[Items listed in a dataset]
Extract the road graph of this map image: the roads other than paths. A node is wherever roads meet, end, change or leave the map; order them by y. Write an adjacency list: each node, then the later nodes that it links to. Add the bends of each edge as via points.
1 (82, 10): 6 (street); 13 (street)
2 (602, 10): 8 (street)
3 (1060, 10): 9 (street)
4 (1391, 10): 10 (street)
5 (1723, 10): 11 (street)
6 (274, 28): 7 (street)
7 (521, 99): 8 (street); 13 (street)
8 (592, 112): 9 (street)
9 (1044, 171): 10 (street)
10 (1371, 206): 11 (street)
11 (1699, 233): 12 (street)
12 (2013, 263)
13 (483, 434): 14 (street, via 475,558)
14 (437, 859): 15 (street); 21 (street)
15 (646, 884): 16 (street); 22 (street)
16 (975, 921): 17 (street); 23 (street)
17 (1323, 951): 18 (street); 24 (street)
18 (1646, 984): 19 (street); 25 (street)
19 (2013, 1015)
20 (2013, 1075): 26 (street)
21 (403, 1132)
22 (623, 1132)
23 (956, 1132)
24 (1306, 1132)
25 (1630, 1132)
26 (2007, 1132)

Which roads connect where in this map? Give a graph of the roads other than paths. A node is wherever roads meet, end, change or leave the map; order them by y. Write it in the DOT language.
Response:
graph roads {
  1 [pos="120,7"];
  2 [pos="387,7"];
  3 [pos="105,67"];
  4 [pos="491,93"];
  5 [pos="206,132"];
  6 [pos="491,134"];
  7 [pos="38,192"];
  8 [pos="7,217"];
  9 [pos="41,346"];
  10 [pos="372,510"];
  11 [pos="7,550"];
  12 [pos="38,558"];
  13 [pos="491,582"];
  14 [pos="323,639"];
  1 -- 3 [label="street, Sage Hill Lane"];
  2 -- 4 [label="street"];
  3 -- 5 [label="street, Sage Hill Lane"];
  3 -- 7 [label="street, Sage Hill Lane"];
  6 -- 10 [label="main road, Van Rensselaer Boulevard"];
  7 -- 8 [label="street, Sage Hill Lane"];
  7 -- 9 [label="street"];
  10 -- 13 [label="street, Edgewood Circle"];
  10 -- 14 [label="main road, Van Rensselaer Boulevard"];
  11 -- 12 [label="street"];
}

[Assigned task] Each entry given above is to be duplicated exactly.

[Exercise result]
Extract the road graph of this map image: the roads other than paths. A node is wherever roads meet, end, change or leave the map; order them by y. Write an adjacency list: each node, then the later nodes that it links to. Add the bends of each edge as via points.
1 (82, 10): 6 (street); 13 (street)
2 (602, 10): 8 (street)
3 (1060, 10): 9 (street)
4 (1391, 10): 10 (street)
5 (1723, 10): 11 (street)
6 (274, 28): 7 (street)
7 (521, 99): 8 (street); 13 (street)
8 (592, 112): 9 (street)
9 (1044, 171): 10 (street)
10 (1371, 206): 11 (street)
11 (1699, 233): 12 (street)
12 (2013, 263)
13 (483, 434): 14 (street, via 475,558)
14 (437, 859): 15 (street); 21 (street)
15 (646, 884): 16 (street); 22 (street)
16 (975, 921): 17 (street); 23 (street)
17 (1323, 951): 18 (street); 24 (street)
18 (1646, 984): 19 (street); 25 (street)
19 (2013, 1015)
20 (2013, 1075): 26 (street)
21 (403, 1132)
22 (623, 1132)
23 (956, 1132)
24 (1306, 1132)
25 (1630, 1132)
26 (2007, 1132)

Which roads connect where in this map? Give a graph of the roads other than paths. A node is wherever roads meet, end, change or leave the map; order them by y. Write it in the DOT language.
Response:
graph roads {
  1 [pos="120,7"];
  2 [pos="387,7"];
  3 [pos="105,67"];
  4 [pos="491,93"];
  5 [pos="206,132"];
  6 [pos="491,134"];
  7 [pos="38,192"];
  8 [pos="7,217"];
  9 [pos="41,346"];
  10 [pos="372,510"];
  11 [pos="7,550"];
  12 [pos="38,558"];
  13 [pos="491,582"];
  14 [pos="323,639"];
  1 -- 3 [label="street, Sage Hill Lane"];
  2 -- 4 [label="street"];
  3 -- 5 [label="street, Sage Hill Lane"];
  3 -- 7 [label="street, Sage Hill Lane"];
  6 -- 10 [label="main road, Van Rensselaer Boulevard"];
  7 -- 8 [label="street, Sage Hill Lane"];
  7 -- 9 [label="street"];
  10 -- 13 [label="street, Edgewood Circle"];
  10 -- 14 [label="main road, Van Rensselaer Boulevard"];
  11 -- 12 [label="street"];
}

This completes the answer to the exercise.